These models form an expansion of general Indian foundational models such as Indian-LLaMA, ChatGLM, among others. However, they are distinct due to their infusion of a proprietary legal domain vocabulary and their large-scale pre-training on an extensive Indian legal corpus. This novel approach amplifies the semantic understanding capabilities of large models, especially within the legal domain, thereby providing an in-depth understanding of complex legal terminologies, precedents, and cases.

The development process of the Indian-LawGPT includes the construction of a legal dialogue question-and-answer dataset and an Indian judicial examination dataset for instruction fine-tuning. This procedure refines the model's understanding of legal content and its execution capabilities, making it an invaluable tool in the realm of legal discourse and research.

Applications of Indian-LawGPT

Legal Research

Indian-LawGPT can be instrumental in legal research by helping researchers parse through extensive legal documents, understand intricate legal terms, and even predict potential outcomes based on legal precedents.

Legal Education

This tool can be of immense help in legal education. It can aid in creating interactive educational content, answering legal queries, and even preparing students for judicial examinations.

Legal Consultation

Indian-LawGPT can provide initial legal consultation by providing answers to legal queries based on Indian law, thereby enhancing access to legal services.

Legal Document Review

Indian-LawGPT can review and understand legal documents, helping to identify key issues, analyze contracts, and even draft preliminary legal documents.
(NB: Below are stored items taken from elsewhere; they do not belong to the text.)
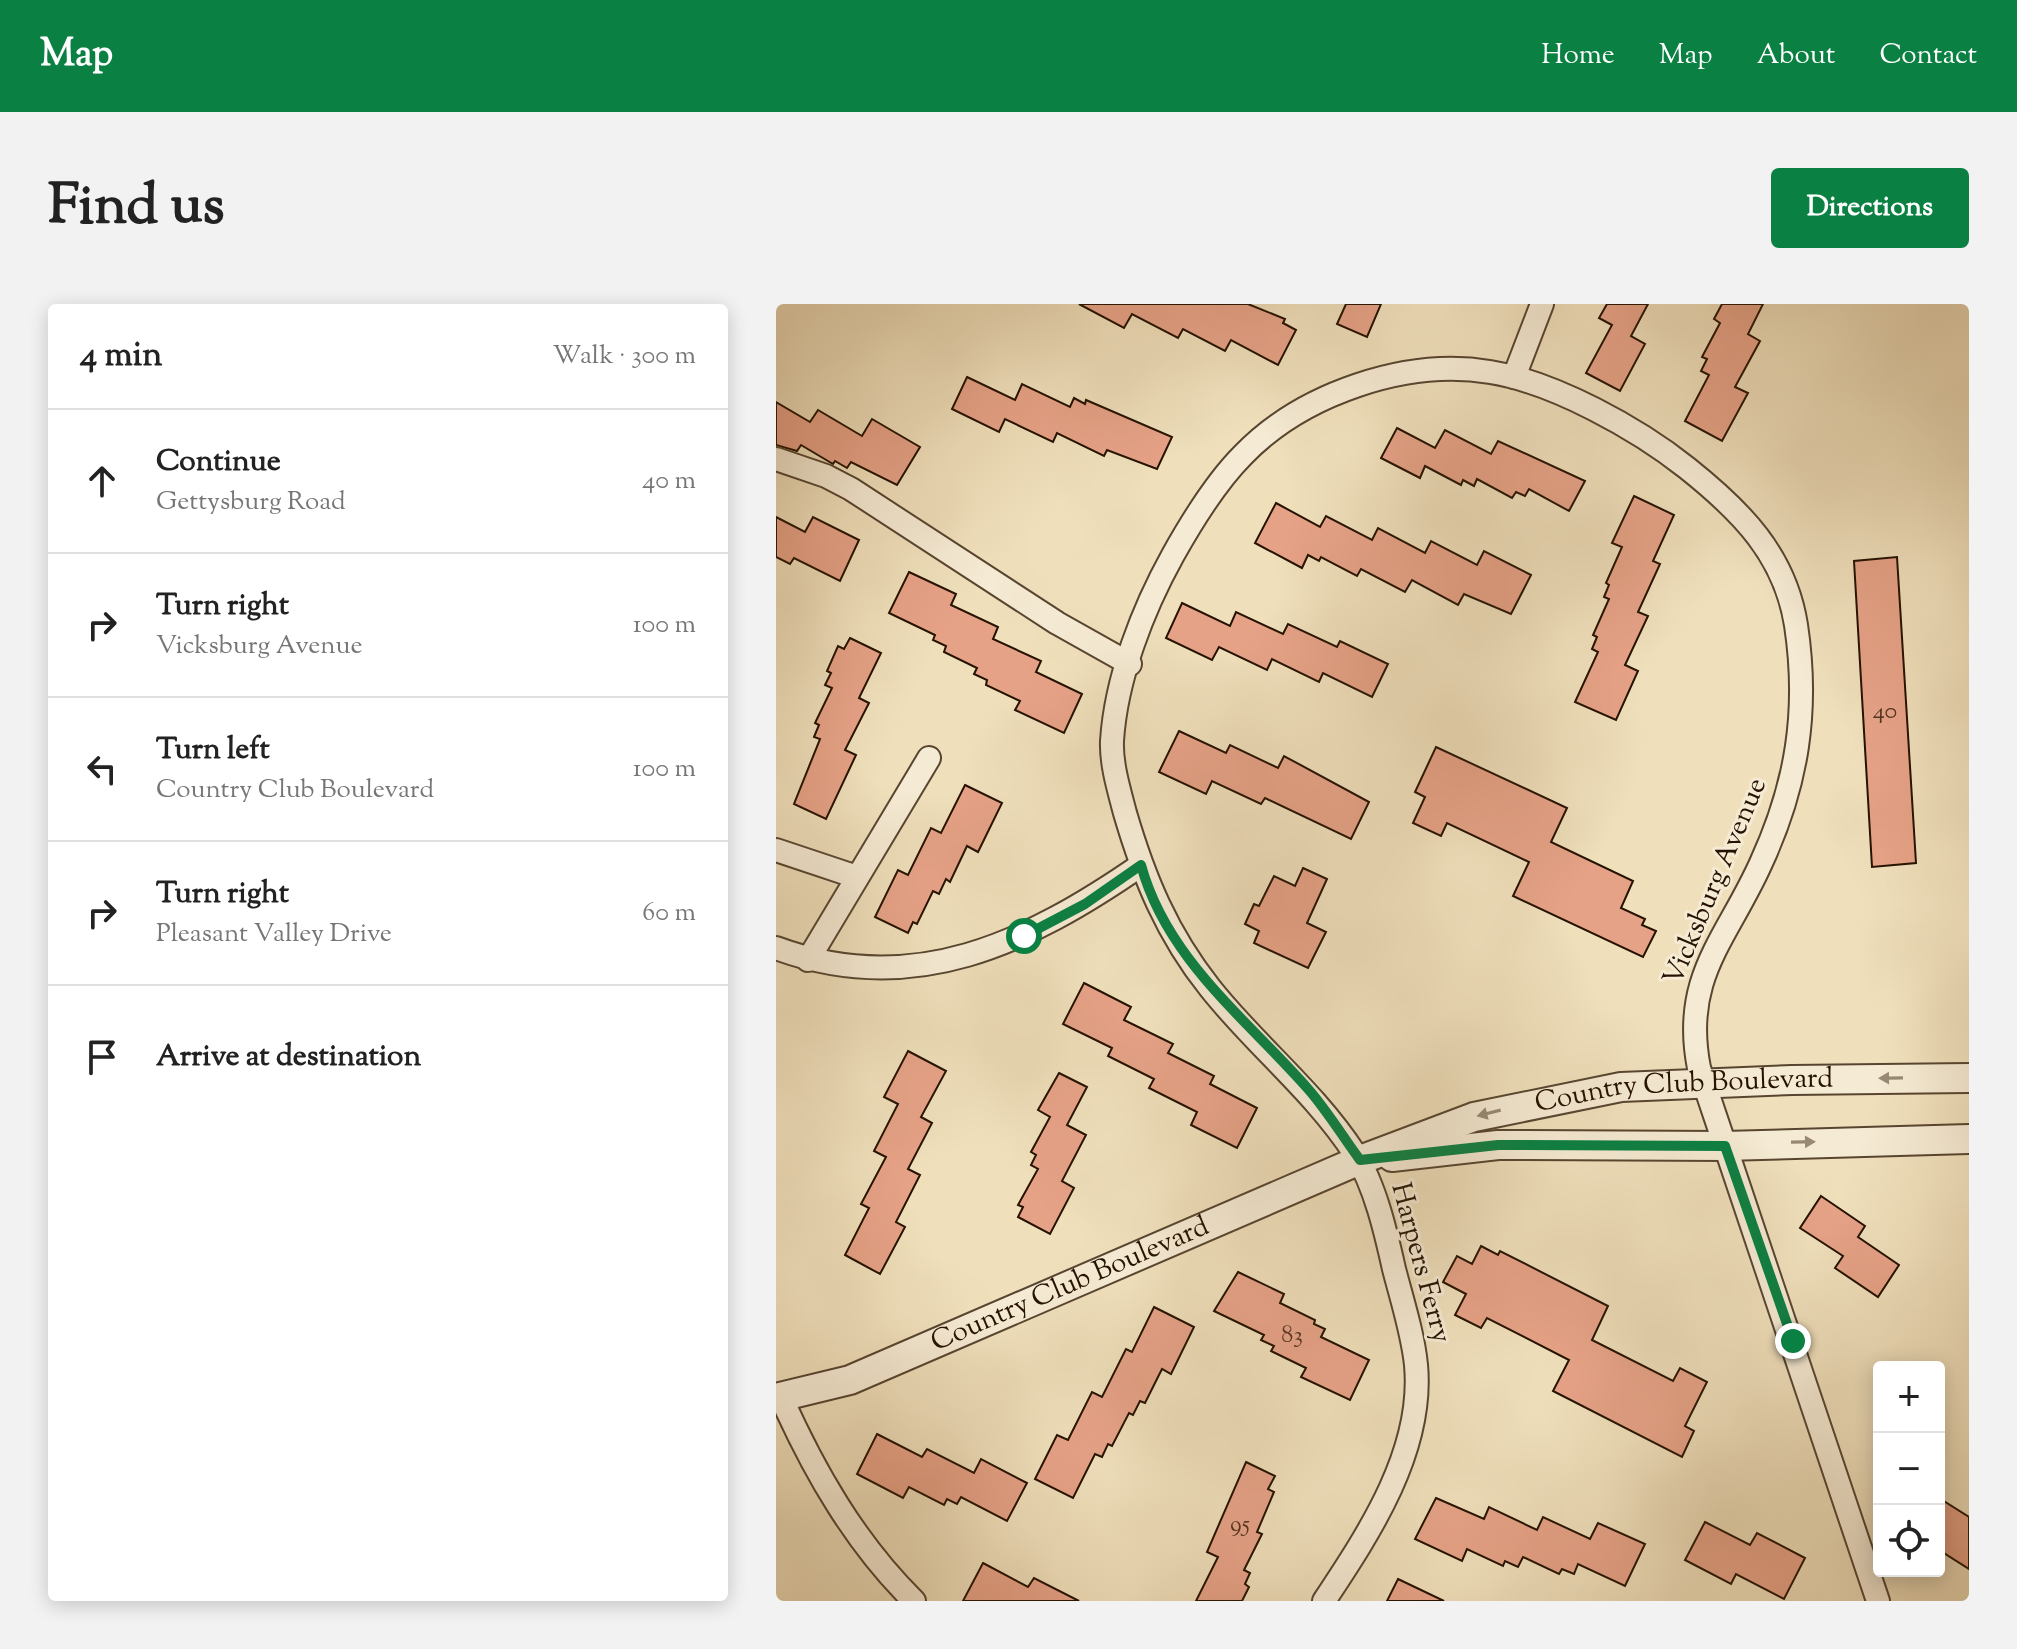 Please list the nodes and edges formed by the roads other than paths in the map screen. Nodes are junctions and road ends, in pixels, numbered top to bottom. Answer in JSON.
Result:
{"nodes":[{"id":1,"x":1542,"y":304,"type":"edge"},
{"id":2,"x":1514,"y":377,"type":"junction"},
{"id":3,"x":776,"y":459,"type":"edge"},
{"id":4,"x":1130,"y":664,"type":"junction"},
{"id":5,"x":929,"y":758,"type":"dead end"},
{"id":6,"x":776,"y":850,"type":"edge"},
{"id":7,"x":1141,"y":865,"type":"junction"},
{"id":8,"x":857,"y":877,"type":"junction"},
{"id":9,"x":776,"y":948,"type":"edge"},
{"id":10,"x":808,"y":960,"type":"junction"},
{"id":11,"x":1969,"y":1078,"type":"edge"},
{"id":12,"x":1705,"y":1084,"type":"junction"},
{"id":13,"x":1969,"y":1139,"type":"edge"},
{"id":14,"x":1725,"y":1146,"type":"junction"},
{"id":15,"x":1360,"y":1160,"type":"junction"},
{"id":16,"x":778,"y":1397,"type":"edge"},
{"id":17,"x":914,"y":1601,"type":"edge"},
{"id":18,"x":1324,"y":1601,"type":"edge"},
{"id":19,"x":1878,"y":1601,"type":"edge"}],
"edges":[{"from":1,"to":2,"type":"street"},
{"from":2,"to":4,"type":"street","name":"Vicksburg Avenue"},
{"from":2,"to":12,"type":"street","name":"Vicksburg Avenue"},
{"from":3,"to":4,"type":"street"},
{"from":4,"to":7,"type":"street","name":"Vicksburg Avenue"},
{"from":5,"to":8,"type":"street"},
{"from":6,"to":8,"type":"street"},
{"from":7,"to":10,"type":"street"},
{"from":7,"to":15,"type":"street","name":"Vicksburg Avenue"},
{"from":8,"to":10,"type":"street"},
{"from":9,"to":10,"type":"street"},
{"from":11,"to":12,"type":"street","name":"Country Club Boulevard","one_way":true},
{"from":12,"to":14,"type":"street","name":"Vicksburg Avenue"},
{"from":12,"to":15,"type":"street","name":"Country Club Boulevard","one_way":true},
{"from":14,"to":13,"type":"street","name":"Country Club Boulevard","one_way":true},
{"from":14,"to":15,"type":"street","name":"Country Club Boulevard"},
{"from":14,"to":19,"type":"street","name":"Vicksburg Avenue"},
{"from":15,"to":16,"type":"street","name":"Country Club Boulevard"},
{"from":15,"to":18,"type":"street","name":"Harpers Ferry"},
{"from":16,"to":17,"type":"street"}]}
Please refer to the technical report for more details.

This project is ongoing, and the legal domain datasets and series of models will be open-sourced in succession. Please stay tuned.

📚 Project Timeline & Milestones:

📘 Announcement of the public release of Legal-Base-7B - a robust foundational legal model which has been trained using an impressive 500,000 Indian judgment documents for secondary pre-training.
📝 : Completion of the internal testing phase for Indian-LawGPT-7B-alpha - a model constructed directly on the Indian-LLaMA-7B using 300,000 legal question-and-answer datasets for instruction fine-tuning. This signifies our commitment to continuous improvement and quality assurance, ensuring the best possible user experience. 🛠️

Stay tuned for more exciting updates as we continue to make strides in enhancing Indian-LawGPT! 📈👩‍💻👨‍💻

⚡ Quick Start:

Prepare code and create the environment:

git clone git@github.com:permissionedAI/Indian-LawGPT.git cd Indian-LawGPT conda activate indianlawgpt pip install -r requirements.txt

Merge model weights (optional):

If you want to use the Indian-LawGPT-7B-alpha model, you can skip this step and directly proceed to step 3.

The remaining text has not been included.